START EXERCISE MATERIAL
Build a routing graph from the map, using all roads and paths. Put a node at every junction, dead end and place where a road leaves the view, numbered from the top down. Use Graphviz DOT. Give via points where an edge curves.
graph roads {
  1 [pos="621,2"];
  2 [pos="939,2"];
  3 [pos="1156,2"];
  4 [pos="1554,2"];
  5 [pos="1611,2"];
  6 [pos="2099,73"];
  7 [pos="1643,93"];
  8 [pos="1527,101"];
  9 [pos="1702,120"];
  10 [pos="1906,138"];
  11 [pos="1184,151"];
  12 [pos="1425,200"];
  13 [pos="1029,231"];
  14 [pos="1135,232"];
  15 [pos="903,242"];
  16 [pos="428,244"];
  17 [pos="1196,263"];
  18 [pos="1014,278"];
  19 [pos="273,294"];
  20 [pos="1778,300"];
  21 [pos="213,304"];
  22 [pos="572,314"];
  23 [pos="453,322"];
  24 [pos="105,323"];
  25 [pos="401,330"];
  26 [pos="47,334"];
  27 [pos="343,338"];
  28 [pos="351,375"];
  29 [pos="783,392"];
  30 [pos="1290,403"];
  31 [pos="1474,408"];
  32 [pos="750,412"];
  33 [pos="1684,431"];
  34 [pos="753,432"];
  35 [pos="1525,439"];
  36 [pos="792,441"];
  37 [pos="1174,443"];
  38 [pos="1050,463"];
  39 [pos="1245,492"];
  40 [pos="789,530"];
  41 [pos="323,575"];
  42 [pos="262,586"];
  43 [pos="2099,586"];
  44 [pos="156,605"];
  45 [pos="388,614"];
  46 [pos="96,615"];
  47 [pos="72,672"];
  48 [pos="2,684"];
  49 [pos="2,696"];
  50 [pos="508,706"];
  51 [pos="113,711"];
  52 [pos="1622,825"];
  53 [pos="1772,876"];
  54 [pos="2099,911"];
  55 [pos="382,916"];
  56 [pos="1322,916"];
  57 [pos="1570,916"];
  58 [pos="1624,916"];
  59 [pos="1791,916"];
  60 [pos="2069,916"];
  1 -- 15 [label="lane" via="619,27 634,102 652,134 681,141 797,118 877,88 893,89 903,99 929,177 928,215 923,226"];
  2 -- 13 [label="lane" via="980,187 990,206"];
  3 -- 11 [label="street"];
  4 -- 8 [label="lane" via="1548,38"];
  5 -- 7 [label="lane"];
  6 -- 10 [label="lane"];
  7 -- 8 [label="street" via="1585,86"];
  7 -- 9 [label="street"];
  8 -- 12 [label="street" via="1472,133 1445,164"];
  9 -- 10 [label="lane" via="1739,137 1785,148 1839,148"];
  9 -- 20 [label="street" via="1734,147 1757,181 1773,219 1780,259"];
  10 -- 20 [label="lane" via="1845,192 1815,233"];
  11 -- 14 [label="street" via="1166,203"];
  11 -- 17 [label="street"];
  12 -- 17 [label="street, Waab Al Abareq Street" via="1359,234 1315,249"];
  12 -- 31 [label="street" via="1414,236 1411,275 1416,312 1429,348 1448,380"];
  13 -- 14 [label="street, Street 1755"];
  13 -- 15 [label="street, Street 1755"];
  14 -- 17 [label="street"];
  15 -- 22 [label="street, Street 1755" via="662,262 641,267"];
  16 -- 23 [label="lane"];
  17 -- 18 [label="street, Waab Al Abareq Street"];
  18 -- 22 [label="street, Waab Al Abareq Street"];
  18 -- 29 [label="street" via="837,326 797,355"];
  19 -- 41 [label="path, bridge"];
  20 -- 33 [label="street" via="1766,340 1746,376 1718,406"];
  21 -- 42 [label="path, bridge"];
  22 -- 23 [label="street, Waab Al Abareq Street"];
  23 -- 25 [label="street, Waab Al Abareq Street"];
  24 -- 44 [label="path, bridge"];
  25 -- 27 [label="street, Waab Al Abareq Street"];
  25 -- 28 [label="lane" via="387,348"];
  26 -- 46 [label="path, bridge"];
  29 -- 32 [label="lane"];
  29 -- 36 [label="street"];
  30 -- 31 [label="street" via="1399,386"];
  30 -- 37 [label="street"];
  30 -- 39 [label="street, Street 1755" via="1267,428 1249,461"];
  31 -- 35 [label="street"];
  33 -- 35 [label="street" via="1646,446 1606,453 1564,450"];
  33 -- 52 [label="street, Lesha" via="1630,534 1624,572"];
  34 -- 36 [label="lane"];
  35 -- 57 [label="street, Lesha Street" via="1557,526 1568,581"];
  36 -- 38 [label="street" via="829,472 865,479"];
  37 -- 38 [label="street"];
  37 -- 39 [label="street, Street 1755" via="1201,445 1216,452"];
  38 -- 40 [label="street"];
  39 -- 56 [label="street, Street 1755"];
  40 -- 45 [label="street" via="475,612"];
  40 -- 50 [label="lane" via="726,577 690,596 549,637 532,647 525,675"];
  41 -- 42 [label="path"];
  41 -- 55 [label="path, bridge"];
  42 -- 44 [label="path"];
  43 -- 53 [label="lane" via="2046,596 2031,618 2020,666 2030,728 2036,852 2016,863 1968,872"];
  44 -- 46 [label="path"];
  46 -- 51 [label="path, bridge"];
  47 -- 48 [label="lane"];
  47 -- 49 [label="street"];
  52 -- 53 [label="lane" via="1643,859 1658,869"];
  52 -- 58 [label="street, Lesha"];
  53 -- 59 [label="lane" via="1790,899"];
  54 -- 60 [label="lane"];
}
END EXERCISE MATERIAL
WORK INSTRUCTIONS:
The whole listing above is to be output exactly.

REPLY:
Build a routing graph from the map, using all roads and paths. Put a node at every junction, dead end and place where a road leaves the view, numbered from the top down. Use Graphviz DOT. Give via points where an edge curves.
graph roads {
  1 [pos="621,2"];
  2 [pos="939,2"];
  3 [pos="1156,2"];
  4 [pos="1554,2"];
  5 [pos="1611,2"];
  6 [pos="2099,73"];
  7 [pos="1643,93"];
  8 [pos="1527,101"];
  9 [pos="1702,120"];
  10 [pos="1906,138"];
  11 [pos="1184,151"];
  12 [pos="1425,200"];
  13 [pos="1029,231"];
  14 [pos="1135,232"];
  15 [pos="903,242"];
  16 [pos="428,244"];
  17 [pos="1196,263"];
  18 [pos="1014,278"];
  19 [pos="273,294"];
  20 [pos="1778,300"];
  21 [pos="213,304"];
  22 [pos="572,314"];
  23 [pos="453,322"];
  24 [pos="105,323"];
  25 [pos="401,330"];
  26 [pos="47,334"];
  27 [pos="343,338"];
  28 [pos="351,375"];
  29 [pos="783,392"];
  30 [pos="1290,403"];
  31 [pos="1474,408"];
  32 [pos="750,412"];
  33 [pos="1684,431"];
  34 [pos="753,432"];
  35 [pos="1525,439"];
  36 [pos="792,441"];
  37 [pos="1174,443"];
  38 [pos="1050,463"];
  39 [pos="1245,492"];
  40 [pos="789,530"];
  41 [pos="323,575"];
  42 [pos="262,586"];
  43 [pos="2099,586"];
  44 [pos="156,605"];
  45 [pos="388,614"];
  46 [pos="96,615"];
  47 [pos="72,672"];
  48 [pos="2,684"];
  49 [pos="2,696"];
  50 [pos="508,706"];
  51 [pos="113,711"];
  52 [pos="1622,825"];
  53 [pos="1772,876"];
  54 [pos="2099,911"];
  55 [pos="382,916"];
  56 [pos="1322,916"];
  57 [pos="1570,916"];
  58 [pos="1624,916"];
  59 [pos="1791,916"];
  60 [pos="2069,916"];
  1 -- 15 [label="lane" via="619,27 634,102 652,134 681,141 797,118 877,88 893,89 903,99 929,177 928,215 923,226"];
  2 -- 13 [label="lane" via="980,187 990,206"];
  3 -- 11 [label="street"];
  4 -- 8 [label="lane" via="1548,38"];
  5 -- 7 [label="lane"];
  6 -- 10 [label="lane"];
  7 -- 8 [label="street" via="1585,86"];
  7 -- 9 [label="street"];
  8 -- 12 [label="street" via="1472,133 1445,164"];
  9 -- 10 [label="lane" via="1739,137 1785,148 1839,148"];
  9 -- 20 [label="street" via="1734,147 1757,181 1773,219 1780,259"];
  10 -- 20 [label="lane" via="1845,192 1815,233"];
  11 -- 14 [label="street" via="1166,203"];
  11 -- 17 [label="street"];
  12 -- 17 [label="street, Waab Al Abareq Street" via="1359,234 1315,249"];
  12 -- 31 [label="street" via="1414,236 1411,275 1416,312 1429,348 1448,380"];
  13 -- 14 [label="street, Street 1755"];
  13 -- 15 [label="street, Street 1755"];
  14 -- 17 [label="street"];
  15 -- 22 [label="street, Street 1755" via="662,262 641,267"];
  16 -- 23 [label="lane"];
  17 -- 18 [label="street, Waab Al Abareq Street"];
  18 -- 22 [label="street, Waab Al Abareq Street"];
  18 -- 29 [label="street" via="837,326 797,355"];
  19 -- 41 [label="path, bridge"];
  20 -- 33 [label="street" via="1766,340 1746,376 1718,406"];
  21 -- 42 [label="path, bridge"];
  22 -- 23 [label="street, Waab Al Abareq Street"];
  23 -- 25 [label="street, Waab Al Abareq Street"];
  24 -- 44 [label="path, bridge"];
  25 -- 27 [label="street, Waab Al Abareq Street"];
  25 -- 28 [label="lane" via="387,348"];
  26 -- 46 [label="path, bridge"];
  29 -- 32 [label="lane"];
  29 -- 36 [label="street"];
  30 -- 31 [label="street" via="1399,386"];
  30 -- 37 [label="street"];
  30 -- 39 [label="street, Street 1755" via="1267,428 1249,461"];
  31 -- 35 [label="street"];
  33 -- 35 [label="street" via="1646,446 1606,453 1564,450"];
  33 -- 52 [label="street, Lesha" via="1630,534 1624,572"];
  34 -- 36 [label="lane"];
  35 -- 57 [label="street, Lesha Street" via="1557,526 1568,581"];
  36 -- 38 [label="street" via="829,472 865,479"];
  37 -- 38 [label="street"];
  37 -- 39 [label="street, Street 1755" via="1201,445 1216,452"];
  38 -- 40 [label="street"];
  39 -- 56 [label="street, Street 1755"];
  40 -- 45 [label="street" via="475,612"];
  40 -- 50 [label="lane" via="726,577 690,596 549,637 532,647 525,675"];
  41 -- 42 [label="path"];
  41 -- 55 [label="path, bridge"];
  42 -- 44 [label="path"];
  43 -- 53 [label="lane" via="2046,596 2031,618 2020,666 2030,728 2036,852 2016,863 1968,872"];
  44 -- 46 [label="path"];
  46 -- 51 [label="path, bridge"];
  47 -- 48 [label="lane"];
  47 -- 49 [label="street"];
  52 -- 53 [label="lane" via="1643,859 1658,869"];
  52 -- 58 [label="street, Lesha"];
  53 -- 59 [label="lane" via="1790,899"];
  54 -- 60 [label="lane"];
}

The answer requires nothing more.